Baldwin was also a close friend and supporter of Dr. King and the SCLC. Nonetheless, he appeared to have rejected the nonviolent and direct action approach to the struggle voicing his rage through his books, lectures and media interviews. The SCLC leader was gunned down in Memphis, Tennessee on April 4, 1968 while he was providing support to striking sanitation workers seeking recognition as a labor union.
The documentary captures a segment of the late night ABC talk program then known as the Dick Cavett Show from June 13, 1968, when Baldwin is challenged by philosopher Paul Weiss who criticizes the author for placing too much emphasis on race a major factor in analyzing American society. Baldwin says that within the U.S. African Americans are kept out of certain labor unions; they are segregated in ghettos by the real estate lobby; and that the school system provides inadequate and racist textbooks for substandard schools that Black children are forced to attend. He notes that this is the evidence of the history and contemporary situation in the country as of 1968. He then raises the rhetorical question to Weiss emphasizing that this white academic is asking African Americans to believe in a set of ideals which do not reflect the reality of the social situation.
Within the theater while the documentary was running people began to applaud Baldwin’s words which were spoken nearly five decades ago.
Race and the American Crisis in the 21st Century
Consequently, the evoking of these searing questions still has much relevance for the current period in the U.S. The ascendancy of the Trump administration has made many whites comfortable to express their greatest fears through racist demagogy and practices.
This film by Peck makes an important contribution in fostering a dialogue about race, class and social justice. It is good to see Baldwin, who was a highly visible figure in the 1960s and 1970s both through the print media and mass communications outlets, almost resurrected through this documentary. Baldwin died from cancer in France on December 1, 1987.

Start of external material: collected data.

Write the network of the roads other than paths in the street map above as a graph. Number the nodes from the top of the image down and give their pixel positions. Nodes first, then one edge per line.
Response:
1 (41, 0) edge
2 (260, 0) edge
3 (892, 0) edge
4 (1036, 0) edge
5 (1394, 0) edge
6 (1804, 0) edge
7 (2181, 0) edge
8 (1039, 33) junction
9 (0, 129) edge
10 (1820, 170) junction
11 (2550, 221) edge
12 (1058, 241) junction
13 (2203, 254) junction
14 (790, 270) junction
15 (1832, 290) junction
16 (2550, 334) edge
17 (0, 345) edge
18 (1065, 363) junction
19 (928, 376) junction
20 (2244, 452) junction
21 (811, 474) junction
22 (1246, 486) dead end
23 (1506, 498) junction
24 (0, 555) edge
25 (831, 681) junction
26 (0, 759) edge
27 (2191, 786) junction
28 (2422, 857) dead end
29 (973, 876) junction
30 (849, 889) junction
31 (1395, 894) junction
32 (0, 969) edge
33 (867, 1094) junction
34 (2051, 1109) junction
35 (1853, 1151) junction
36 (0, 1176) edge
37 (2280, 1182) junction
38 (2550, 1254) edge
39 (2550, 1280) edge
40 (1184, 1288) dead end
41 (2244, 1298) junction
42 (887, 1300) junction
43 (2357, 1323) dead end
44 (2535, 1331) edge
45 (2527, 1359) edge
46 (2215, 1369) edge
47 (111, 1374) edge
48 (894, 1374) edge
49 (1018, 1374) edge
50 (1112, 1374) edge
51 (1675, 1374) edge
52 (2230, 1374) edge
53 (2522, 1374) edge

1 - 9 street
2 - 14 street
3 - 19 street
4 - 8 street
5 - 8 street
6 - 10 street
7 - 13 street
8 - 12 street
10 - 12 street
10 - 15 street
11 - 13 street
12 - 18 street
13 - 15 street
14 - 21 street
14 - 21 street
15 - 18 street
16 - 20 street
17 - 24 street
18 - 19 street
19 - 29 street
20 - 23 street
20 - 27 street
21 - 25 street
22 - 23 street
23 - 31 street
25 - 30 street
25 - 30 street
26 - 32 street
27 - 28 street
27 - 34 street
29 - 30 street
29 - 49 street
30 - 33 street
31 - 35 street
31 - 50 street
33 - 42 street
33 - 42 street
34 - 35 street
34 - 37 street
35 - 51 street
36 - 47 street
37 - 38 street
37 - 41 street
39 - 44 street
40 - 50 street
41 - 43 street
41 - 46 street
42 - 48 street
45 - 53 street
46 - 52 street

Similar voices such as Baldwin’s are needed today. This film raises the question as to who are the public intellectuals in the America of the second decade of the 21st century; those activists and thinkers that are immersed in the burning and pressing issues of the day.
This inquiry can only be answered by the younger generation which has recognized the need to continue the revolution to its completion. How this is to be done remains a chapter to be written for the annals of the future.